--- RECORDS SUPPLIED Enclosed Below ---

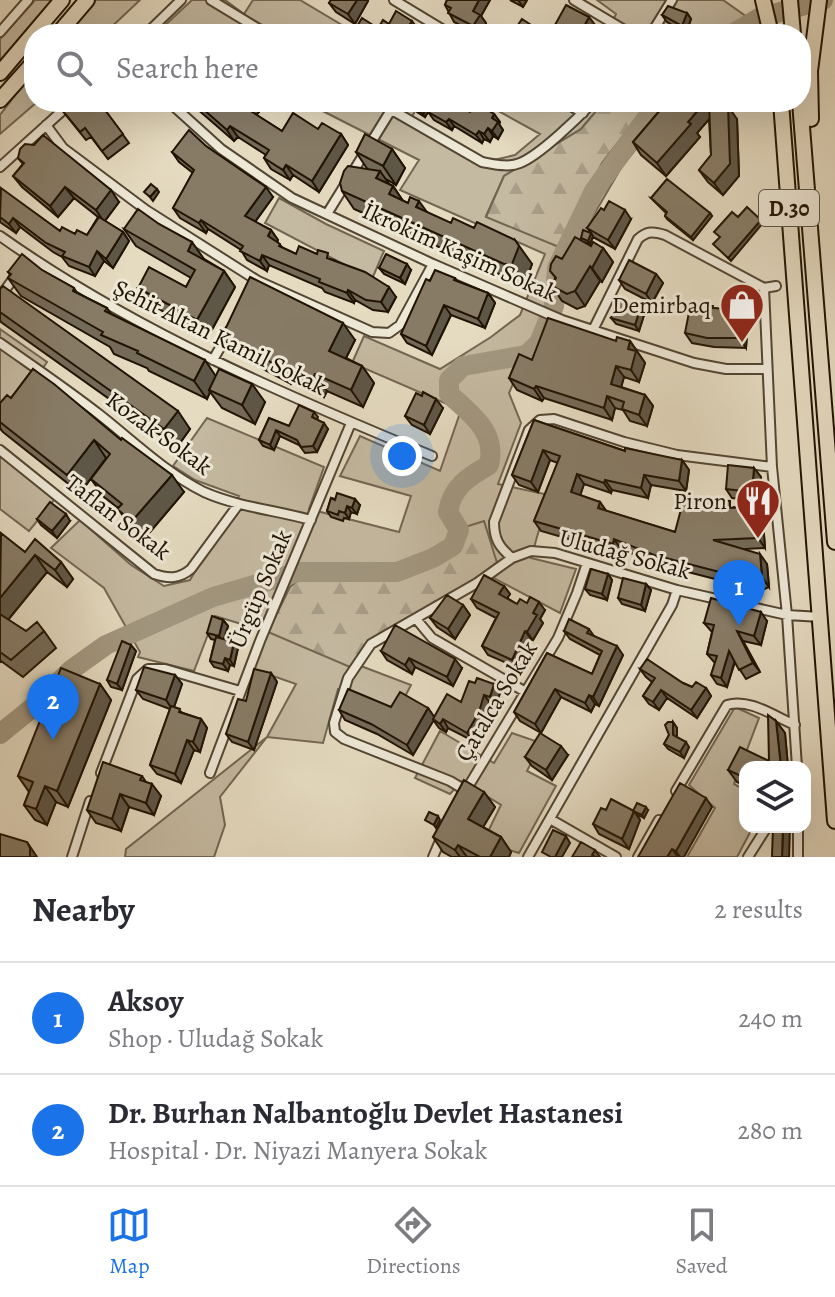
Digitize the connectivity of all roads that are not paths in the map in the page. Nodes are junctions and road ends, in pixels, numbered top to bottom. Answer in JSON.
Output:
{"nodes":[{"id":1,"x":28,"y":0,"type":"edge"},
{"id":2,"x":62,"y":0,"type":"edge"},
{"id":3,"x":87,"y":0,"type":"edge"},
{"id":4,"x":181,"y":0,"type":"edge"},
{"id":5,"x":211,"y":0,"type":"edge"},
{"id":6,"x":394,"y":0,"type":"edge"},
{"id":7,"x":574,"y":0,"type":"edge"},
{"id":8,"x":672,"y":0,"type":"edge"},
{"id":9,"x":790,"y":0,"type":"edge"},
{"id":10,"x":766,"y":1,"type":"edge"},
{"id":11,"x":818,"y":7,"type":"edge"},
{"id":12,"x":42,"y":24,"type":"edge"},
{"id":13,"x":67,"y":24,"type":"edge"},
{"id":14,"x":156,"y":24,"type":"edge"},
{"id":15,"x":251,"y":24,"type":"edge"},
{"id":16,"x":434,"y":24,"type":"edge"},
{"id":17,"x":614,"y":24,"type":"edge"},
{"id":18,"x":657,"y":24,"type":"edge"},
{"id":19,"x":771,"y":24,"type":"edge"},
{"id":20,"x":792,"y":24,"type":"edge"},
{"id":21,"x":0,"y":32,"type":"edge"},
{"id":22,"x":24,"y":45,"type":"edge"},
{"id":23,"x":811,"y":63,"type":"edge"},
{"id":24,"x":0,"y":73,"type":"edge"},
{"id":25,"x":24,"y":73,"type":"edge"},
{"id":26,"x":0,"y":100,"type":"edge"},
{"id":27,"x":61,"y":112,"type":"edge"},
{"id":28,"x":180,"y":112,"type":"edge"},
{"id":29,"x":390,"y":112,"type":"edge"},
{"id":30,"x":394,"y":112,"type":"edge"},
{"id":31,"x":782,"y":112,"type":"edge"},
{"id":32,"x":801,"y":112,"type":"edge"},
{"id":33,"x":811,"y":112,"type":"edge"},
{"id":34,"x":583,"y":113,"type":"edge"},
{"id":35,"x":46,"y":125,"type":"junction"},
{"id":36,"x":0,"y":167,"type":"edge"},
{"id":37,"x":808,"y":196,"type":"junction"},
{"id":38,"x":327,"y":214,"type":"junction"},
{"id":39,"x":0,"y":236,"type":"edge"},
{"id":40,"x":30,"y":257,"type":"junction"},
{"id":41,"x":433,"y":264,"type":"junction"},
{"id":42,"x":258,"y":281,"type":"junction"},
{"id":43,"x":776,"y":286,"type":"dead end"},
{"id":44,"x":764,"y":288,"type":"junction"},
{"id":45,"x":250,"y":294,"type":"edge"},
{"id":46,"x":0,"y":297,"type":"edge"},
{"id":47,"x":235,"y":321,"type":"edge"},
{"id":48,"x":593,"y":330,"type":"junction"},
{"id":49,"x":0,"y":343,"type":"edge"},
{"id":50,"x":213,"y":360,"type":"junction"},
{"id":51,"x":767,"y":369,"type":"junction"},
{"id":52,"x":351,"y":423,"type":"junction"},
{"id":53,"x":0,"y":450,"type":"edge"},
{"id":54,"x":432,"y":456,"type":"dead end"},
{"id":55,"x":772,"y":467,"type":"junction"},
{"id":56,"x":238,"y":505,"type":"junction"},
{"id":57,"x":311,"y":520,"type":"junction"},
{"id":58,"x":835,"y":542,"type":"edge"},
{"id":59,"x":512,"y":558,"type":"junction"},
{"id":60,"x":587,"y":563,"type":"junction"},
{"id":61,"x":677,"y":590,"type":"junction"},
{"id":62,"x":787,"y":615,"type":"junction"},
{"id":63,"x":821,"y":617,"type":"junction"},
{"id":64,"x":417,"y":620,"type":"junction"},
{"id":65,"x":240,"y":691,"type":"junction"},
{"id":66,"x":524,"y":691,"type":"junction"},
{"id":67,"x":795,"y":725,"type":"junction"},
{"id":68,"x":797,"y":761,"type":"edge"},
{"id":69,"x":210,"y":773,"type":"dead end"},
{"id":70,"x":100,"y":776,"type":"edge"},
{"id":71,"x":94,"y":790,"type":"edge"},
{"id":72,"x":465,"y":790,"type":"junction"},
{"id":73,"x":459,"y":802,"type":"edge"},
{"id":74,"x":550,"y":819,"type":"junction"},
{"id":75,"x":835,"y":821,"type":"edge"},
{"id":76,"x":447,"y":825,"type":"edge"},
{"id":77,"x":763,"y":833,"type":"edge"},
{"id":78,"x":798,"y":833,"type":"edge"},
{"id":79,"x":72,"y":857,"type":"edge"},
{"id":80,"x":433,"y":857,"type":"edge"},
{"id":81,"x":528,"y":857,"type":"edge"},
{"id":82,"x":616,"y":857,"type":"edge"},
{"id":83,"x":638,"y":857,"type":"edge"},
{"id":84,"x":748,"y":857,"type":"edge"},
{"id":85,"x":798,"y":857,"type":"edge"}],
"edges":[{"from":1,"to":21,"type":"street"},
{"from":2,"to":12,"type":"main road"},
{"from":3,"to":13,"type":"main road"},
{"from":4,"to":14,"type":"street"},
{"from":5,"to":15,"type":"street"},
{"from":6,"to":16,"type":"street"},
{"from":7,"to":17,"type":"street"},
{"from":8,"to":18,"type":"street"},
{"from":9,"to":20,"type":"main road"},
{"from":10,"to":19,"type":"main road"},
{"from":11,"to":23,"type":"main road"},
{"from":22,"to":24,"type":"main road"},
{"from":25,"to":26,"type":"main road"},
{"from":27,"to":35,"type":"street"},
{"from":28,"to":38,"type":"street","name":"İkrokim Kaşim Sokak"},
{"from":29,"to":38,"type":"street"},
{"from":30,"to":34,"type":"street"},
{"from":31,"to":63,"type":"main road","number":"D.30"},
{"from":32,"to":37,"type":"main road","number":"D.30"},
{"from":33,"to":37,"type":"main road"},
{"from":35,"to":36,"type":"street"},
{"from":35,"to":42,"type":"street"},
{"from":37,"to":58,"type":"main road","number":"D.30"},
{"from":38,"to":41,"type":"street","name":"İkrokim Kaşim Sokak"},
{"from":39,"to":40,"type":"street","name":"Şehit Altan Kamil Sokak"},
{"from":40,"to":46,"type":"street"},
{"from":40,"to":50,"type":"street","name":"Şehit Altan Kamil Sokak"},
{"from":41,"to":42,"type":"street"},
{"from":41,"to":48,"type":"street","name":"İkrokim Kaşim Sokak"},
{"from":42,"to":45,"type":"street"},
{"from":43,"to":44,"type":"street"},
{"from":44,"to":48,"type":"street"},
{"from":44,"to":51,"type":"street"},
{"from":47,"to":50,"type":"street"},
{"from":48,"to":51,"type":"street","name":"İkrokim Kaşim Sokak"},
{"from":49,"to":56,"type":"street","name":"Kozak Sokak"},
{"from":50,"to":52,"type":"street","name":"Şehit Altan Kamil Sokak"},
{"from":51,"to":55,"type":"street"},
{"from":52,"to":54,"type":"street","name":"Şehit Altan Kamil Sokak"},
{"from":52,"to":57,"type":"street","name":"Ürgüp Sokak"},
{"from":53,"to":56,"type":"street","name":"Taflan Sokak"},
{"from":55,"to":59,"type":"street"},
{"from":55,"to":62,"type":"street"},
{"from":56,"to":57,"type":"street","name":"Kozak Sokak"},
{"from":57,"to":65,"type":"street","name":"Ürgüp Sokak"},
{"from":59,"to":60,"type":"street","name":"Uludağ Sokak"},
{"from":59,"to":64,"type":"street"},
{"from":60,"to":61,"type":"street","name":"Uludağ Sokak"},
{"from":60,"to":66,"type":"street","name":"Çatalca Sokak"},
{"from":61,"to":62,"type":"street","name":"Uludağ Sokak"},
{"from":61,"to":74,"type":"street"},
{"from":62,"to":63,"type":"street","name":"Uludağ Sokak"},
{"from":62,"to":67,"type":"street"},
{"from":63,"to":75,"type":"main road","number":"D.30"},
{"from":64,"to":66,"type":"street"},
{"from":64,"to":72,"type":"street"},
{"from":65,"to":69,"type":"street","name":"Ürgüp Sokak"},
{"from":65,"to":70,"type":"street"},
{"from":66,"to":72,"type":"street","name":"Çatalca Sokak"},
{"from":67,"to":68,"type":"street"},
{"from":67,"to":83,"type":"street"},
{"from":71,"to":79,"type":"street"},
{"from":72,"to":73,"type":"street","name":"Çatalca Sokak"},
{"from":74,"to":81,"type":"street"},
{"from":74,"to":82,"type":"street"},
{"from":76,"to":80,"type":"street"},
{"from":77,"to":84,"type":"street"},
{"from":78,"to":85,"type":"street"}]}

--- End of Enclosed RECORDS SUPPLIED ---
--- RECORDS SUPPLIED Enclosed Below ---

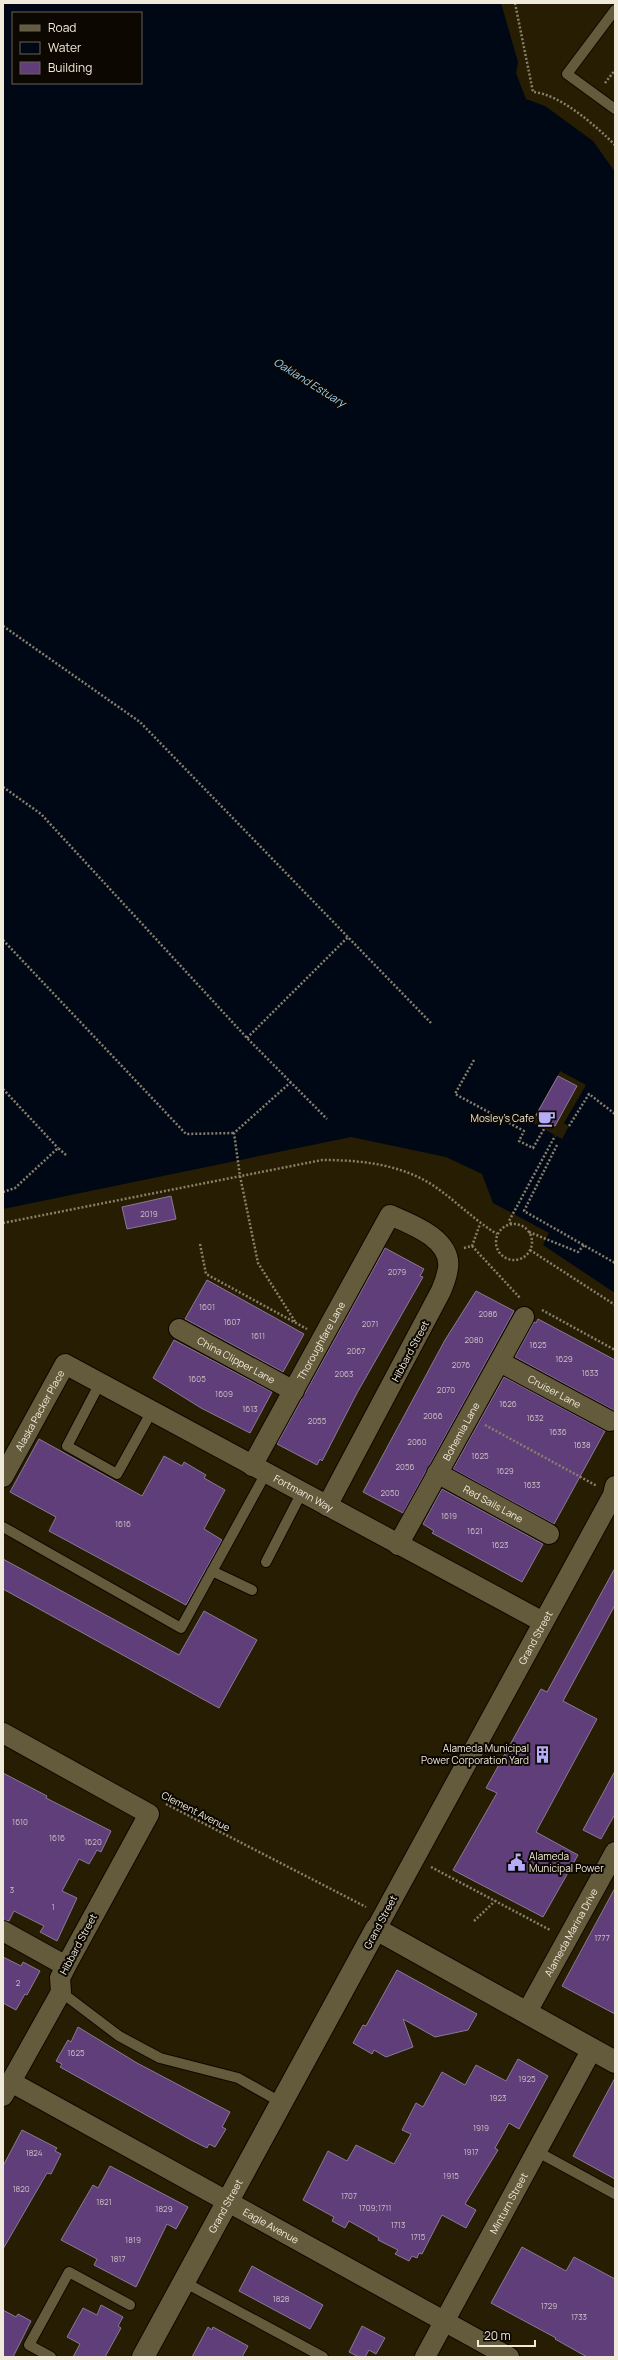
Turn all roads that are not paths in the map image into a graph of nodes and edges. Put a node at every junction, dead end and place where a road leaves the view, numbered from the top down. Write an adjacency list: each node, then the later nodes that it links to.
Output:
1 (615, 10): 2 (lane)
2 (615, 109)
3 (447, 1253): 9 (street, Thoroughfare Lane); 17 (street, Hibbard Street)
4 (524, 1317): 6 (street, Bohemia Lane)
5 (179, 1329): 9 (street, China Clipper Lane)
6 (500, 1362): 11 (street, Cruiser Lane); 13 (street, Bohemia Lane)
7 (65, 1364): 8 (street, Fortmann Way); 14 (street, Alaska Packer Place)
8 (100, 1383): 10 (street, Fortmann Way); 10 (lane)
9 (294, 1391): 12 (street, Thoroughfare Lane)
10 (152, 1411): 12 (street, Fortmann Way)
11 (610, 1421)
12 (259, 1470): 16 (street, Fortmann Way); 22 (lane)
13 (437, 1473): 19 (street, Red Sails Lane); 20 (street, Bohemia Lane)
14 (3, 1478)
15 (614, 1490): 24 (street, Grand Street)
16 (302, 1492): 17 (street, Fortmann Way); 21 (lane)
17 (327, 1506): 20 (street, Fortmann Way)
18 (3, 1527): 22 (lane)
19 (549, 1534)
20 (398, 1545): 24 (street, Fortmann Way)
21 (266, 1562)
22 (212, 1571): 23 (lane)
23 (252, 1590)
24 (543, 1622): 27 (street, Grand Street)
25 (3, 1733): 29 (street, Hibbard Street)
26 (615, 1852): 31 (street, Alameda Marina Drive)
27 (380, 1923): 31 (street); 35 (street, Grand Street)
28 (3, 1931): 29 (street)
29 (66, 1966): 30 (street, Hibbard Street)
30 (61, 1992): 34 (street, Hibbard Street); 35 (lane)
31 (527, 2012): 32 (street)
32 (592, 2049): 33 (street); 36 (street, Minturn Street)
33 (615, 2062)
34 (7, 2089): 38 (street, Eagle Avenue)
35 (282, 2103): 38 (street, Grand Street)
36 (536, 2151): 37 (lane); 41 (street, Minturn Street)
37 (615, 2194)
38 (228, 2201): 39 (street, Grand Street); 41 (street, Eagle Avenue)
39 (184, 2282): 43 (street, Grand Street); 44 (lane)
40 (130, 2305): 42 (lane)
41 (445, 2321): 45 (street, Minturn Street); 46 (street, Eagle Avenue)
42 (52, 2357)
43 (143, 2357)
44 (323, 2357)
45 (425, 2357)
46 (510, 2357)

--- End of Enclosed RECORDS SUPPLIED ---

▶ WORK ITEM
Across the listing, count the lines that contain "Hibbard". Nothing but the number should be returned.

▶ YOUR SOLUTION
4